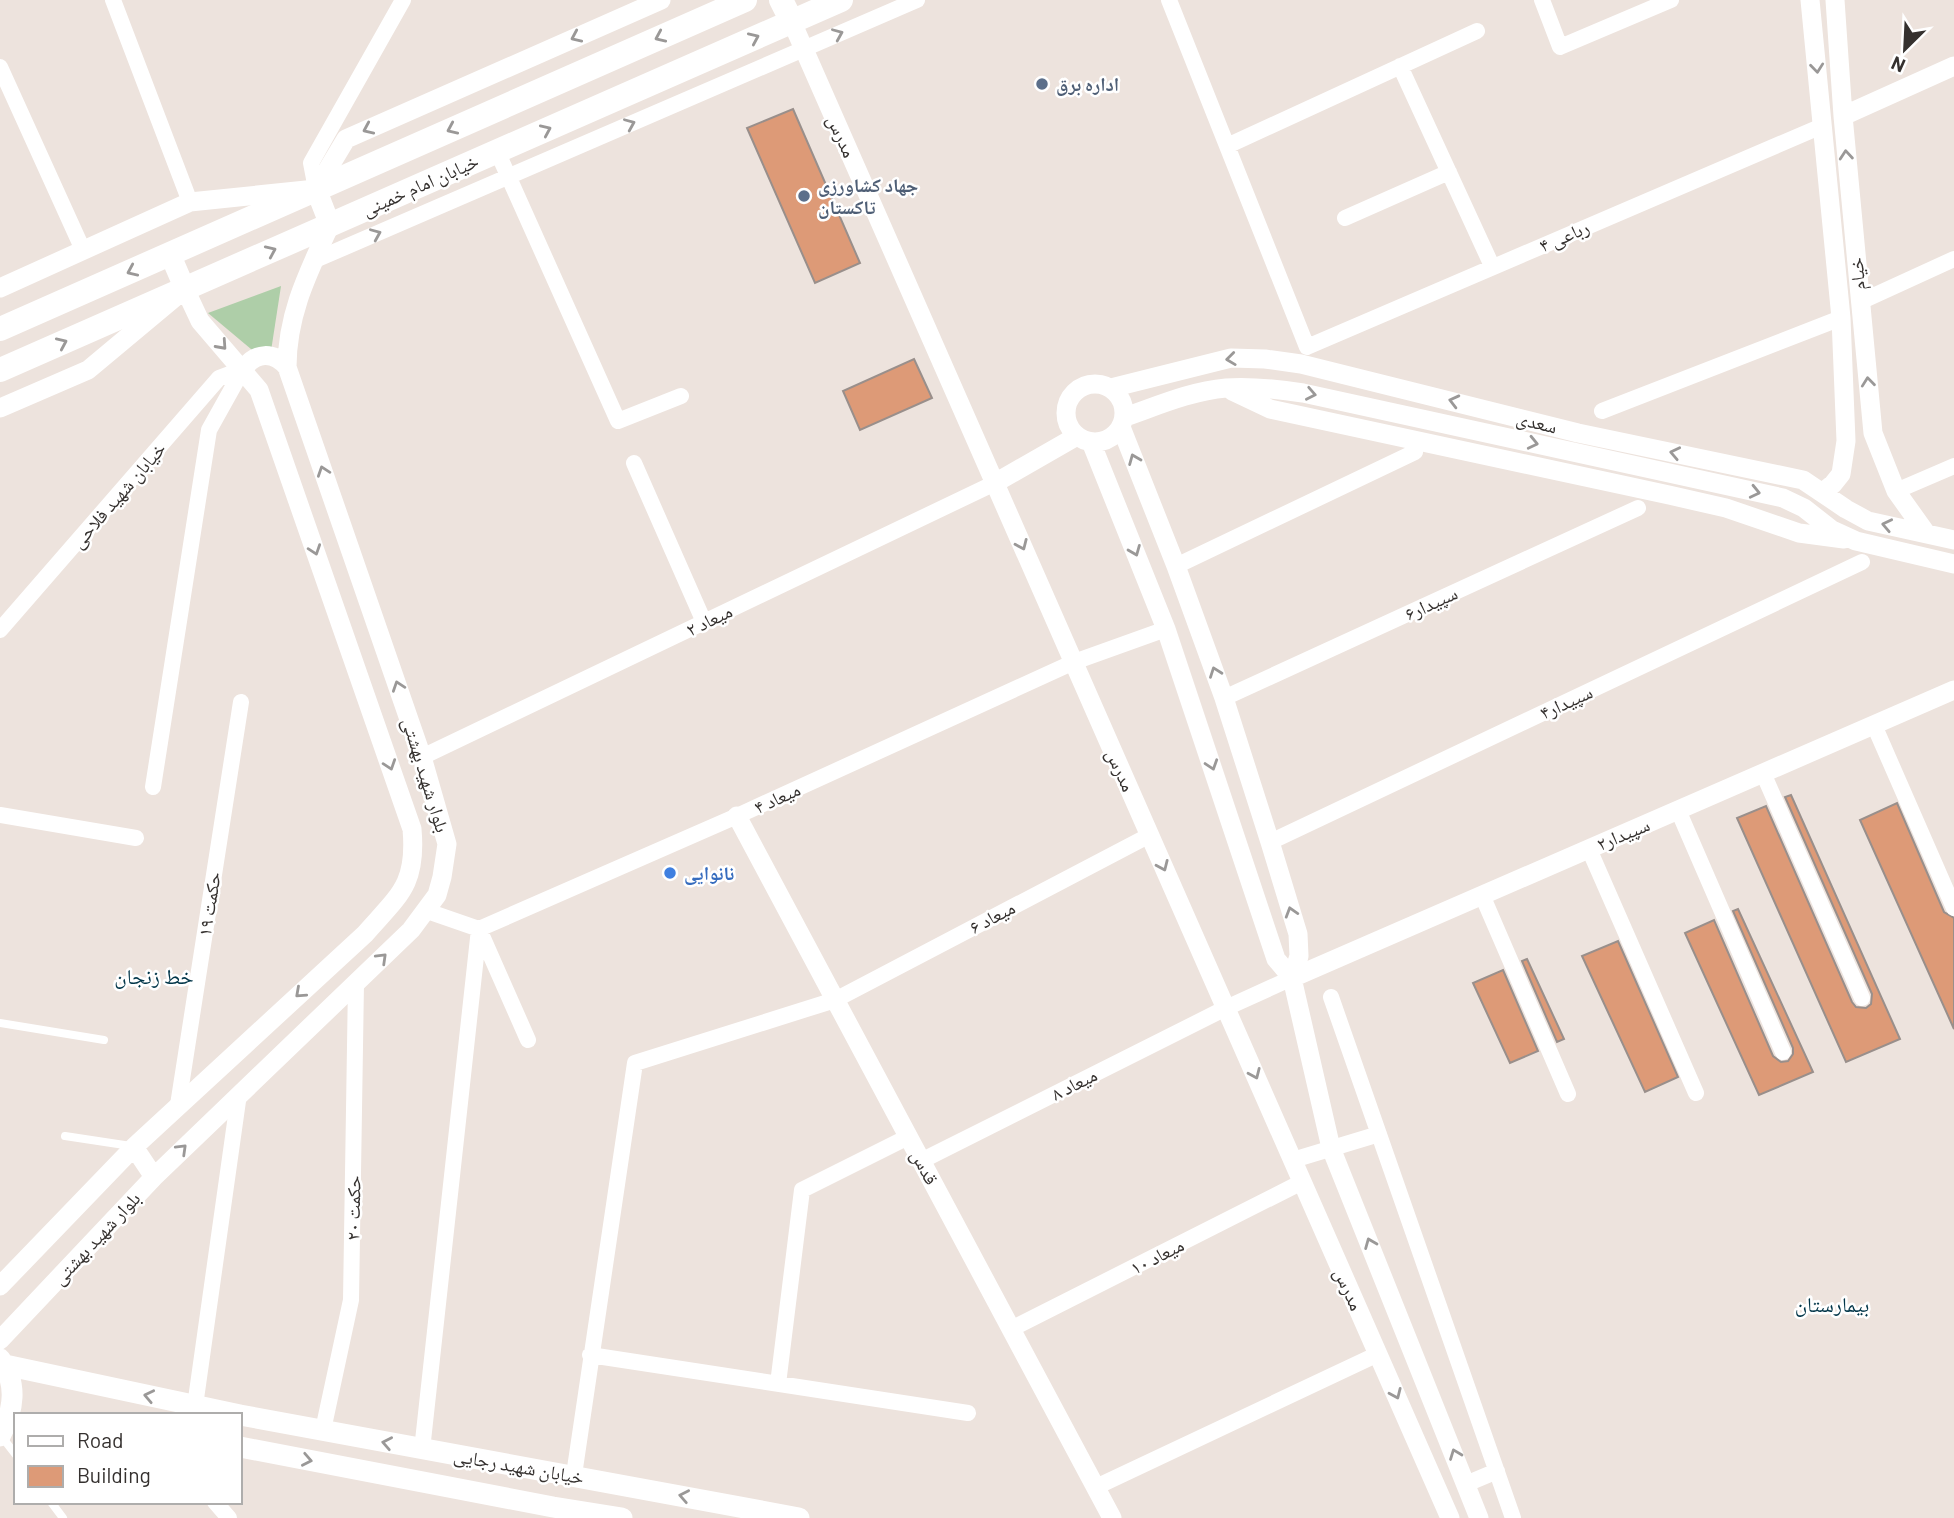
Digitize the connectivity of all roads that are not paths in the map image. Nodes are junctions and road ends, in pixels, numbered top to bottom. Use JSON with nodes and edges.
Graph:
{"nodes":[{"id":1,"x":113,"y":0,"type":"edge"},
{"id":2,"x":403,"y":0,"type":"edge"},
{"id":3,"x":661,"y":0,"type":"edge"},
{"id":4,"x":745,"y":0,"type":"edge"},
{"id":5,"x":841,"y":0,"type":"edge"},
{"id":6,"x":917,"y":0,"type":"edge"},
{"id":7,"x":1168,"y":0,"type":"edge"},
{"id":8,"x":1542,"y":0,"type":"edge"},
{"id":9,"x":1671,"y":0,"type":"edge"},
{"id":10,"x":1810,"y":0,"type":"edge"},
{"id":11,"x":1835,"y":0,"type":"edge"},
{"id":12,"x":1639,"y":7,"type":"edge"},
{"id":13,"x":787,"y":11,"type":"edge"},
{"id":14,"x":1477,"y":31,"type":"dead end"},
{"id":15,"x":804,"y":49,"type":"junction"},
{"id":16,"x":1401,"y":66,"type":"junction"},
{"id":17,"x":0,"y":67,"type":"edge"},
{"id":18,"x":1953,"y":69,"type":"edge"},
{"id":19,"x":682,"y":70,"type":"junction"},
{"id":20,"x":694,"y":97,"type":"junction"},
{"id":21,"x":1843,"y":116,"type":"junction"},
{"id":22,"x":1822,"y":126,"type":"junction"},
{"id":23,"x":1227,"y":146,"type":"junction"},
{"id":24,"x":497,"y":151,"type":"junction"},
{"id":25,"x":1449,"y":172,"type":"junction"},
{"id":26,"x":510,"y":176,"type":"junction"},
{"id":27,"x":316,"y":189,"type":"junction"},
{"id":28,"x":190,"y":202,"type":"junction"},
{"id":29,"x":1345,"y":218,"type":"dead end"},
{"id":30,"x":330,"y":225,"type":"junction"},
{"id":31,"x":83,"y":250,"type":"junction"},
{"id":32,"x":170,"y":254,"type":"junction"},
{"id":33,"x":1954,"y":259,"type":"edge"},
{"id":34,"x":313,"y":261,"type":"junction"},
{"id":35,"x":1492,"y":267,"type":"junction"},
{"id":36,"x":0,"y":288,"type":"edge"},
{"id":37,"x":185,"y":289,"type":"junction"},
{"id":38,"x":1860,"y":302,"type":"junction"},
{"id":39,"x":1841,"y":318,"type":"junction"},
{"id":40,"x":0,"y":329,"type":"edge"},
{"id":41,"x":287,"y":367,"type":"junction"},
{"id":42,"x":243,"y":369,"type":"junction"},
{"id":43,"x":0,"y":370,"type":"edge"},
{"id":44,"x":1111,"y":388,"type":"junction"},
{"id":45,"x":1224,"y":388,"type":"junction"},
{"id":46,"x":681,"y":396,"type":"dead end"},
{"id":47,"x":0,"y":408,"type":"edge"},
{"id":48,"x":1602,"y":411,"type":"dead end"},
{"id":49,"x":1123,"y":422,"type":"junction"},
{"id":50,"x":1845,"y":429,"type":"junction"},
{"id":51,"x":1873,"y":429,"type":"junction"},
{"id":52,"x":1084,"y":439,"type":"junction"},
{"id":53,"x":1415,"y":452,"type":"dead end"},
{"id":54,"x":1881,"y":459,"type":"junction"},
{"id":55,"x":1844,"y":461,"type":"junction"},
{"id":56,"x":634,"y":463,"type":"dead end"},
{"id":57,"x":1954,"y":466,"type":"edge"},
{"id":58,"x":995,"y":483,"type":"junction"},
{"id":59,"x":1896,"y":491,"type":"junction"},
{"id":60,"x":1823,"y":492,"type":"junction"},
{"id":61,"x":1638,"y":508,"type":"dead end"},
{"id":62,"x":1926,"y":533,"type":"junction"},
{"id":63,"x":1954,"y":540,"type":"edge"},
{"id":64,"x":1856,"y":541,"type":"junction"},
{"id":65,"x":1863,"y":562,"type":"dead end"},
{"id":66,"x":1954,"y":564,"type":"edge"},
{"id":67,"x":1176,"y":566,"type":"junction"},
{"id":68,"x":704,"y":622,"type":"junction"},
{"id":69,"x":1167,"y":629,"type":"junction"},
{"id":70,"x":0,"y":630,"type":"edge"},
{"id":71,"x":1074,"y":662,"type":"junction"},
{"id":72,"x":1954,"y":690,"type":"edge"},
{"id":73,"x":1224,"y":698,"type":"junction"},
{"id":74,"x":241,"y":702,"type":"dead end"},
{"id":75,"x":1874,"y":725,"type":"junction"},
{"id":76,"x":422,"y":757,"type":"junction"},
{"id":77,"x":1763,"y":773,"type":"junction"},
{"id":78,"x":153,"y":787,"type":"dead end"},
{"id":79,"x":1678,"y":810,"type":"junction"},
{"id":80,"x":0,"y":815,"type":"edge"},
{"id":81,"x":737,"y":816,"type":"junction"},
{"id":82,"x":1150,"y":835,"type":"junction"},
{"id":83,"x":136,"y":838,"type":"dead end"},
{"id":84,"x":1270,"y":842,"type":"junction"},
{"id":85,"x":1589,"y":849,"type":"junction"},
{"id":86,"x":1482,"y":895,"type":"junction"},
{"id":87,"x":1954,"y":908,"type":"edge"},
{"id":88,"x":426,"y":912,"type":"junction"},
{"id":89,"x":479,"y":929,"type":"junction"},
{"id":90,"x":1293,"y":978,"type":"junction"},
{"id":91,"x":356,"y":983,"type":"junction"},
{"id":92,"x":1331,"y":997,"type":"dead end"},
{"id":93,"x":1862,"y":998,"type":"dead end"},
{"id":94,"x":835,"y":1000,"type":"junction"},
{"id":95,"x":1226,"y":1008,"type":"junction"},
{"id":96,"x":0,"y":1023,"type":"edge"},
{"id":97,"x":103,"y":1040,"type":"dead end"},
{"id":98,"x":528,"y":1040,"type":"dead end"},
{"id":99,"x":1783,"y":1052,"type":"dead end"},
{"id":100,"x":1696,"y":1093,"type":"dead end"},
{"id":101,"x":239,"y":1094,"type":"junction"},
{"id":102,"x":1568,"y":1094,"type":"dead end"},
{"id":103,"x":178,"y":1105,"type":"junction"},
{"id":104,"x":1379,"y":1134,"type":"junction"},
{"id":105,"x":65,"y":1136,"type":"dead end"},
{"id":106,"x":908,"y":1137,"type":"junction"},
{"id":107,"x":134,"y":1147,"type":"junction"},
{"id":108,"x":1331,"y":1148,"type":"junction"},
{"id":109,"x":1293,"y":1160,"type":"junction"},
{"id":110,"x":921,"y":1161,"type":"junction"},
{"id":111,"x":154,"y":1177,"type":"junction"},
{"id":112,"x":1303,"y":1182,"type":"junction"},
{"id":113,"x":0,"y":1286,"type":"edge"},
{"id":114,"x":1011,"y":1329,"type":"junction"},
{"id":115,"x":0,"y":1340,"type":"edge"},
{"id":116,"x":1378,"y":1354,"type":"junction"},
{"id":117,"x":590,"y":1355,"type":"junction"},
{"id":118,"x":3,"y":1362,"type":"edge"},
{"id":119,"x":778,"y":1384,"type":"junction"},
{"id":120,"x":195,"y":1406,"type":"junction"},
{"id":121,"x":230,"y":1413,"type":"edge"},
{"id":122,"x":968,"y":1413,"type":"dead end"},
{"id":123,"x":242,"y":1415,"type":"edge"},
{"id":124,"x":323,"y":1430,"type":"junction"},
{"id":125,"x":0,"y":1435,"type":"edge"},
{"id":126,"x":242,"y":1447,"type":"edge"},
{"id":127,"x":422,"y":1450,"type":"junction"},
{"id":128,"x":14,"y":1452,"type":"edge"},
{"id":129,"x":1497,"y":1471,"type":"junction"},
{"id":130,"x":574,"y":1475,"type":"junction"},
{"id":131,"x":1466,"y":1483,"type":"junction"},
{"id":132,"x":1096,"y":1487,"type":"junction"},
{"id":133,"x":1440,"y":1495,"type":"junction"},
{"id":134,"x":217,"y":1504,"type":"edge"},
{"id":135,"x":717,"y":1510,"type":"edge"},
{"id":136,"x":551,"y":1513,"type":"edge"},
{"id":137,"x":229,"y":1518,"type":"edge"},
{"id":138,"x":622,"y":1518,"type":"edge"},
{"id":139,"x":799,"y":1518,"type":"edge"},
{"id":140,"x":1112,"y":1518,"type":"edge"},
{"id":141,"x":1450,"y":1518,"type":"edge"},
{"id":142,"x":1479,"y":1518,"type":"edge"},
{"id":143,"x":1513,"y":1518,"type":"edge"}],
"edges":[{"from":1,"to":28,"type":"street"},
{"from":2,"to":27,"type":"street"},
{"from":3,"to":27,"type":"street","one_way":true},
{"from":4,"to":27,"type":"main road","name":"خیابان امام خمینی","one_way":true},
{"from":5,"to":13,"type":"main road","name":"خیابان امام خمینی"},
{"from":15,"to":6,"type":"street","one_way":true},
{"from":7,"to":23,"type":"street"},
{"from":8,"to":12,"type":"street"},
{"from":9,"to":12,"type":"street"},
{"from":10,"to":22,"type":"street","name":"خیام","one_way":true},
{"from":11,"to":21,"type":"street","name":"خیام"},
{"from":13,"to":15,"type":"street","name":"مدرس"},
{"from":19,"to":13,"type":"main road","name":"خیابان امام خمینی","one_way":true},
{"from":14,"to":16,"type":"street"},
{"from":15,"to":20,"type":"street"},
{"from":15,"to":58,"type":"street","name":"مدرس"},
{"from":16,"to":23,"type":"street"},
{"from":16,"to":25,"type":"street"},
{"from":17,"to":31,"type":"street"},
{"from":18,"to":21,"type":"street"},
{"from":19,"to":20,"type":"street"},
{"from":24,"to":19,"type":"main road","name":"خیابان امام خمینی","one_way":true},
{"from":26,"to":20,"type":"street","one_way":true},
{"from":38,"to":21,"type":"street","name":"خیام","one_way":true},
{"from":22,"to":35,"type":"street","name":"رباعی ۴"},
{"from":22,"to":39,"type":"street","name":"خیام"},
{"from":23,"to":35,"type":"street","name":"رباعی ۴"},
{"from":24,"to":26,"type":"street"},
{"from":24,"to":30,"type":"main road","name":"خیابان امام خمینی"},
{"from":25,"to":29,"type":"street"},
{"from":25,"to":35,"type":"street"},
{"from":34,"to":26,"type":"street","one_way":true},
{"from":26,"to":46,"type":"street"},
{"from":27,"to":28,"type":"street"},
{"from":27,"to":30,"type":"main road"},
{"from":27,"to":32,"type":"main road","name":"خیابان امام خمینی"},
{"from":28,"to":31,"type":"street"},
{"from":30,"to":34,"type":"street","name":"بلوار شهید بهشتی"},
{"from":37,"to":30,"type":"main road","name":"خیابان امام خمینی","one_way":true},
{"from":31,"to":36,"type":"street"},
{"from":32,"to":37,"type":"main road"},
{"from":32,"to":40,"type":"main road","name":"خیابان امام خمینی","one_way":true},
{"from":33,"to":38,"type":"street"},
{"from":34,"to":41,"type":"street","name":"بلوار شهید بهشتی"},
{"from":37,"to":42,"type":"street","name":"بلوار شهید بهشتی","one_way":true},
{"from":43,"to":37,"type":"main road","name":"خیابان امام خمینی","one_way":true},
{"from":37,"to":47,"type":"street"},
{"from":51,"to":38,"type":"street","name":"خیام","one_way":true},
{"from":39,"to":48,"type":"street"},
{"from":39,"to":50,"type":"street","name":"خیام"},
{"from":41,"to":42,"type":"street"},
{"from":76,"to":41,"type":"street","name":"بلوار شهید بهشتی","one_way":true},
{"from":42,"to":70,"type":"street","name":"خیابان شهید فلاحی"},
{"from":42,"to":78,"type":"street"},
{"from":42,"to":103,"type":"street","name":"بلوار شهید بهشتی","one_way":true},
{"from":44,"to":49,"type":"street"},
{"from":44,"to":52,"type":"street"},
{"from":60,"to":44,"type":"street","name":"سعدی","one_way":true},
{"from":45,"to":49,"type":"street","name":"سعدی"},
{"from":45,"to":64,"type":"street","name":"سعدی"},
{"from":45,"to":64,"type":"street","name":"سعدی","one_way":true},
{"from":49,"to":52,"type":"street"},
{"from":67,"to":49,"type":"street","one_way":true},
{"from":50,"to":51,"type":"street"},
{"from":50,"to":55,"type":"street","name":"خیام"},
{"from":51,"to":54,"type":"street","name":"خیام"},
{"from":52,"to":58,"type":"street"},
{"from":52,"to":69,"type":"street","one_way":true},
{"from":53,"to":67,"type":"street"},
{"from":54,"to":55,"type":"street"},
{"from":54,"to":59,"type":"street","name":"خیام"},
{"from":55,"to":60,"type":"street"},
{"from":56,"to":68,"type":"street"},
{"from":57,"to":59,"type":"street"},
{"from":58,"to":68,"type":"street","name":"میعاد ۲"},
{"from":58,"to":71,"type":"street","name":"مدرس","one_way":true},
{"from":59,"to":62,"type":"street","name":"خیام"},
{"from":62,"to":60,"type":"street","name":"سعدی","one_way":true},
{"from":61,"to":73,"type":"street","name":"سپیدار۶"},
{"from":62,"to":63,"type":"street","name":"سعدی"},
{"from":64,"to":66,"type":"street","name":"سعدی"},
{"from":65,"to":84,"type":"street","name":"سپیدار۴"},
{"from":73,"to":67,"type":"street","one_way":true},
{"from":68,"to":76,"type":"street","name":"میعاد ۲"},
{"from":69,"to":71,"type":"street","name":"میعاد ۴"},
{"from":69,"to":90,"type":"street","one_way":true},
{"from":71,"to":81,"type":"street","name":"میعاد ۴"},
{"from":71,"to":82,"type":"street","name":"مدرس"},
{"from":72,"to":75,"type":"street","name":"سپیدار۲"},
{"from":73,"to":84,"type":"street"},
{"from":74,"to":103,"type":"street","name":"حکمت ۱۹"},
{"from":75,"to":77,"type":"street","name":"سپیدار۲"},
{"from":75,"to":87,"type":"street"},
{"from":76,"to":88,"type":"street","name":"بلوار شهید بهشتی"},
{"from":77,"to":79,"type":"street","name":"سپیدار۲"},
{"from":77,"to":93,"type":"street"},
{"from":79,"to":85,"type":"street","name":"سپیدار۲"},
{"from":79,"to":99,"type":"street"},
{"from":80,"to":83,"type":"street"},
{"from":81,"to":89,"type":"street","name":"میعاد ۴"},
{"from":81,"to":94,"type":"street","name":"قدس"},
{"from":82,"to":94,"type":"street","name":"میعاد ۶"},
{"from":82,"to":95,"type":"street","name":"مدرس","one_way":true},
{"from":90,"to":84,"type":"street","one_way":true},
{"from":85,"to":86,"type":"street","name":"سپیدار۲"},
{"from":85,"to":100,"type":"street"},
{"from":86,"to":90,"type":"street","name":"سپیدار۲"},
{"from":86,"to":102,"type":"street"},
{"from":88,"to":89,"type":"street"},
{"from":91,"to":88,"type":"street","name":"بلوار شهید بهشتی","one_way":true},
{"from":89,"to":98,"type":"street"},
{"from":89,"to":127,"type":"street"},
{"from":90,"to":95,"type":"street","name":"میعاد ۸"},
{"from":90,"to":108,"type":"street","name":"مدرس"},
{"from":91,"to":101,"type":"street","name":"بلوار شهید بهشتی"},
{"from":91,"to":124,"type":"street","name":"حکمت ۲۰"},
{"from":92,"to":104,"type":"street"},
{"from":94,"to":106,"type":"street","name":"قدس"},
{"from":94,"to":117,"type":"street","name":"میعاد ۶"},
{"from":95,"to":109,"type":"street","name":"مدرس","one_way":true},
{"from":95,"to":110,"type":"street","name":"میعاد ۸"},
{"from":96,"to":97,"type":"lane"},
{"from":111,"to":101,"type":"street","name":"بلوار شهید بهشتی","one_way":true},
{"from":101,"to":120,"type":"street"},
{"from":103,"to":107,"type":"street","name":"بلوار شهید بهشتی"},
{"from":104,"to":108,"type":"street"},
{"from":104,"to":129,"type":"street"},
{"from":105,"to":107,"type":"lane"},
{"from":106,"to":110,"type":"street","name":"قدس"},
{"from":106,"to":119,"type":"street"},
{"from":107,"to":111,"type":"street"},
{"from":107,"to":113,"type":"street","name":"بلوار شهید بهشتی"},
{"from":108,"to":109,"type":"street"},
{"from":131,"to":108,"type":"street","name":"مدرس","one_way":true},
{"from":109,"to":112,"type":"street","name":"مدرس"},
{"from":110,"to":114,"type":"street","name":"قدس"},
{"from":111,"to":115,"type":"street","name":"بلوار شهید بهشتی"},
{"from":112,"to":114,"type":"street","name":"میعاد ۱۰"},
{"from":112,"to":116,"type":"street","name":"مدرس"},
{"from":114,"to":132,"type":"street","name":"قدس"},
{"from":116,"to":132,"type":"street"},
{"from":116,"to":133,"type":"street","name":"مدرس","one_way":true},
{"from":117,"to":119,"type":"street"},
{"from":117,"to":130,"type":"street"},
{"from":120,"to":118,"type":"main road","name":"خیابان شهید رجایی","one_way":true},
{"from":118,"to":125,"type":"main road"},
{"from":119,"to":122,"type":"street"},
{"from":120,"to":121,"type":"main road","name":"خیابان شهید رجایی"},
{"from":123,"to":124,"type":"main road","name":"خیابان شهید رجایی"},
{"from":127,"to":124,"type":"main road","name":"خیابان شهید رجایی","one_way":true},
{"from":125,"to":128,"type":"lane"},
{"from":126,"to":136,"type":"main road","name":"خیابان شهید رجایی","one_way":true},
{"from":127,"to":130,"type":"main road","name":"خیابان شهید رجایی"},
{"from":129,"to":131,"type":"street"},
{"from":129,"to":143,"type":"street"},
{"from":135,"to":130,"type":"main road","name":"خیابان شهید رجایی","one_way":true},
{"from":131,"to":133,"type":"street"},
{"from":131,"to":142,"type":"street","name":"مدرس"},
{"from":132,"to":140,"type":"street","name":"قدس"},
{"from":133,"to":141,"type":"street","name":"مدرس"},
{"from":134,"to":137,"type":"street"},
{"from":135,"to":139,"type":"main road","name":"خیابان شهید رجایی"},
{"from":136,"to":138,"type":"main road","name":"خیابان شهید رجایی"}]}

::::::::::

_WORK INSTRUCTION_.
Tally every line of the data that includes "امام". Report the number and nothing more.

_EXERCISE RESULT_.
9